WHAT TO PRODUCE =
Check each line of the listing below for the string "roads", and copy the ones that have it.

——

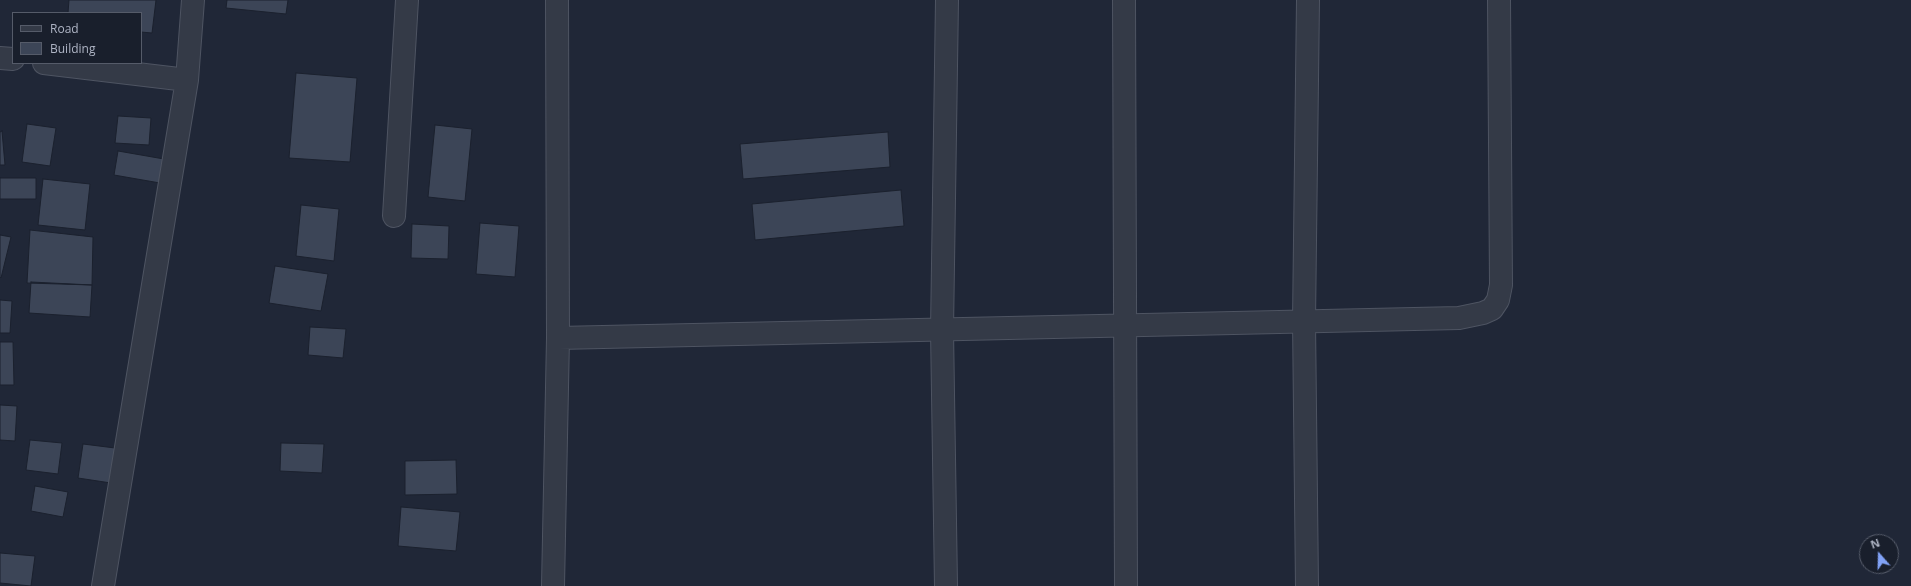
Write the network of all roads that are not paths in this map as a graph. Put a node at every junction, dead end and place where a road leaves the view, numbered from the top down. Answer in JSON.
{"nodes":[{"id":1,"x":193,"y":0,"type":"edge"},
{"id":2,"x":407,"y":0,"type":"edge"},
{"id":3,"x":557,"y":0,"type":"edge"},
{"id":4,"x":947,"y":0,"type":"edge"},
{"id":5,"x":1124,"y":0,"type":"edge"},
{"id":6,"x":1308,"y":0,"type":"edge"},
{"id":7,"x":1499,"y":0,"type":"edge"},
{"id":8,"x":0,"y":58,"type":"edge"},
{"id":9,"x":12,"y":59,"type":"edge"},
{"id":10,"x":52,"y":64,"type":"edge"},
{"id":11,"x":187,"y":80,"type":"junction"},
{"id":12,"x":394,"y":216,"type":"dead end"},
{"id":13,"x":1304,"y":321,"type":"junction"},
{"id":14,"x":1124,"y":326,"type":"junction"},
{"id":15,"x":942,"y":330,"type":"junction"},
{"id":16,"x":558,"y":338,"type":"junction"},
{"id":17,"x":103,"y":586,"type":"edge"},
{"id":18,"x":553,"y":586,"type":"edge"},
{"id":19,"x":946,"y":586,"type":"edge"},
{"id":20,"x":1126,"y":586,"type":"edge"},
{"id":21,"x":1307,"y":586,"type":"edge"}],
"edges":[{"from":1,"to":11,"type":"street"},
{"from":2,"to":12,"type":"street"},
{"from":3,"to":16,"type":"street"},
{"from":4,"to":15,"type":"street"},
{"from":5,"to":14,"type":"street"},
{"from":6,"to":13,"type":"street"},
{"from":7,"to":13,"type":"street"},
{"from":8,"to":9,"type":"street"},
{"from":10,"to":11,"type":"street"},
{"from":11,"to":17,"type":"street"},
{"from":13,"to":14,"type":"street"},
{"from":13,"to":21,"type":"street"},
{"from":14,"to":15,"type":"street"},
{"from":14,"to":20,"type":"street"},
{"from":15,"to":16,"type":"street"},
{"from":15,"to":19,"type":"street"},
{"from":16,"to":18,"type":"street"}]}
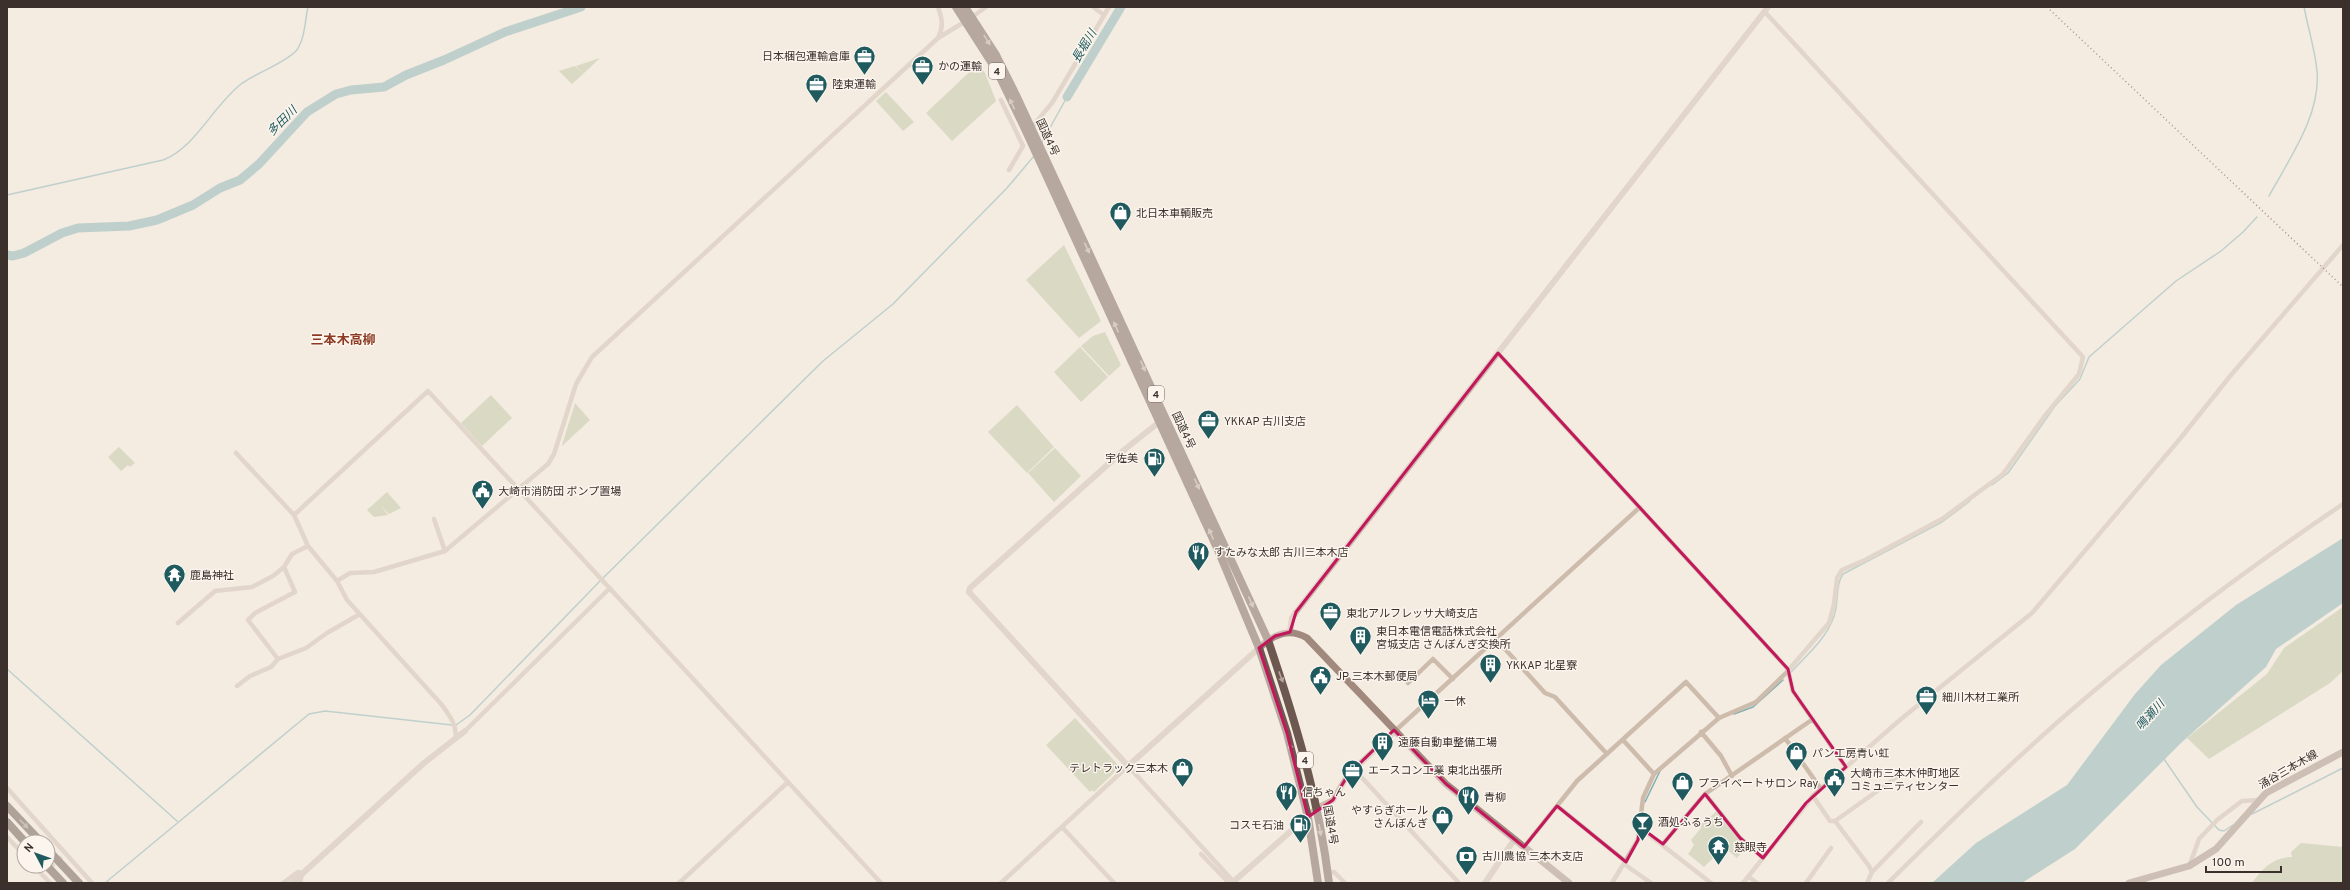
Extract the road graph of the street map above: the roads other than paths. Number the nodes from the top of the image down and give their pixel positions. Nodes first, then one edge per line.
1 (938, 7) edge
2 (956, 7) edge
3 (966, 7) edge
4 (986, 7) edge
5 (1094, 7) edge
6 (1109, 7) edge
7 (1766, 9) edge
8 (1104, 15) junction
9 (969, 19) junction
10 (938, 38) junction
11 (1001, 100) dead end
12 (1027, 132) junction
13 (1009, 170) dead end
14 (2343, 245) edge
15 (1498, 353) junction
16 (1163, 419) junction
17 (236, 453) dead end
18 (519, 489) junction
19 (2343, 504) edge
20 (1640, 507) junction
21 (294, 515) junction
22 (434, 519) dead end
23 (308, 546) junction
24 (445, 551) junction
25 (284, 567) junction
26 (337, 581) junction
27 (610, 588) junction
28 (360, 614) junction
29 (178, 623) dead end
30 (1290, 632) junction
31 (1268, 640) junction
32 (1496, 640) junction
33 (1259, 648) junction
34 (278, 659) junction
35 (1788, 669) junction
36 (1452, 679) junction
37 (1408, 683) dead end
38 (237, 686) dead end
39 (1719, 718) junction
40 (1813, 719) junction
41 (465, 731) joint
42 (1395, 731) junction
43 (1702, 734) junction
44 (456, 738) junction
45 (1785, 738) junction
46 (1623, 740) junction
47 (2343, 752) edge
48 (1606, 754) junction
49 (1128, 766) junction
50 (1846, 767) junction
51 (1354, 769) junction
52 (1654, 774) junction
53 (1732, 776) junction
54 (1896, 777) dead end
55 (788, 782) junction
56 (7, 788) edge
57 (1821, 789) junction
58 (1705, 794) junction
59 (1813, 796) junction
60 (2259, 800) junction
61 (7, 806) edge
62 (1557, 806) junction
63 (1317, 808) junction
64 (1308, 817) junction
65 (1835, 821) junction
66 (7, 822) edge
67 (1921, 822) dead end
68 (1062, 827) junction
69 (1639, 827) junction
70 (18, 834) edge
71 (33, 834) edge
72 (7, 837) edge
73 (1514, 840) junction
74 (1663, 844) junction
75 (16, 847) edge
76 (1524, 847) junction
77 (1830, 848) dead end
78 (1201, 854) dead end
79 (1763, 858) junction
80 (56, 859) edge
81 (1625, 863) junction
82 (2189, 866) junction
83 (1872, 872) junction
84 (302, 873) junction
85 (1328, 873) junction
86 (50, 874) edge
87 (1749, 876) junction
88 (1231, 882) edge
89 (63, 883) edge
90 (79, 883) edge
91 (92, 883) edge
92 (283, 883) edge
93 (292, 883) edge
94 (300, 883) edge
95 (679, 883) edge
96 (881, 883) edge
97 (1001, 883) edge
98 (1114, 883) edge
99 (1318, 883) edge
100 (1329, 883) edge
101 (1345, 883) edge
102 (1459, 883) edge
103 (1485, 883) edge
104 (1569, 883) edge
105 (1612, 883) edge
106 (1651, 883) edge
107 (1711, 883) edge
108 (1743, 883) edge
109 (1757, 883) edge
110 (1806, 883) edge
111 (1867, 883) edge
112 (1888, 883) edge
113 (2129, 883) edge

1 - 10 street
2 - 9 highway, 国道4号 / 4
3 - 9 highway, 国道4号 / 4
4 - 9 street
5 - 8 street
6 - 8 street
7 - 15 street
7 - 35 street
8 - 12 street
9 - 10 street
9 - 12 highway, 国道4号 / 4
10 - 18 street
11 - 12 street
12 - 13 street
12 - 16 highway, 国道4号 / 4
14 - 50 street
15 - 20 street
15 - 30 street
16 -> 31 highway, 国道4号 / 4
33 -> 16 highway, 国道4号 / 4
16 - 49 street
17 - 21 street
18 - 21 street
18 - 24 street
18 - 27 street
19 - 112 street
20 - 32 street
20 - 35 street
21 - 23 street
22 - 24 street
23 - 25 street
23 - 26 street
24 - 26 street
25 - 29 street
25 - 34 street
26 - 28 street
27 - 41 street
27 - 55 street
28 - 34 street
28 - 44 street
30 - 31 main road
30 - 42 main road
31 - 33 main road
31 -> 63 highway, 国道4号 / 4
32 - 36 street
32 - 48 street
33 - 49 street
64 -> 33 highway, 国道4号 / 4
34 - 38 street
35 - 39 street
35 - 40 street
36 - 37 street
36 - 42 street
39 - 43 street
39 - 46 street
40 - 45 street
40 - 50 street
41 - 44 street
42 - 51 street
42 - 73 main road
43 - 52 street
43 - 53 street
44 - 84 street
45 - 53 street
45 - 57 street
46 - 48 street
46 - 52 street
47 - 60 main road, 涌谷三本木線
48 - 62 street
49 - 68 street
49 - 88 street
50 - 57 street
51 - 63 street
51 - 102 street
52 - 69 street
53 - 58 street
54 - 65 street
55 - 95 street
55 - 96 street
56 - 91 street
57 - 59 street
58 - 74 street
58 - 79 street
59 - 65 street
59 - 79 street
60 - 82 main road, 涌谷三本木線
60 - 82 street
61 -> 71 highway
62 - 76 street
62 - 81 street
63 - 64 street
63 -> 85 highway, 国道4号 / 4
64 - 88 street
64 - 99 highway, 国道4号 / 4
65 - 83 street
66 - 70 highway
67 - 83 street
68 - 97 street
68 - 98 street
69 - 74 street
69 - 81 street
72 - 75 street
73 - 76 main road
73 - 103 street
74 - 107 street
76 - 104 main road
77 - 110 street
78 - 88 street
79 - 87 street
80 - 90 highway
81 - 105 street
81 - 106 street
82 - 113 main road, 涌谷三本木線
83 - 111 street
84 - 92 street
84 - 93 street
84 - 94 street
85 - 100 highway, 国道4号 / 4
85 - 101 street
86 - 89 highway
87 - 108 street
87 - 109 street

——

RESULT FOR THIS EXERCISE =
Write the network of all roads that are not paths in this map as a graph. Put a node at every junction, dead end and place where a road leaves the view, numbered from the top down. Answer in JSON.
Extract the road graph of the street map above: the roads other than paths. Number the nodes from the top of the image down and give their pixel positions. Nodes first, then one edge per line.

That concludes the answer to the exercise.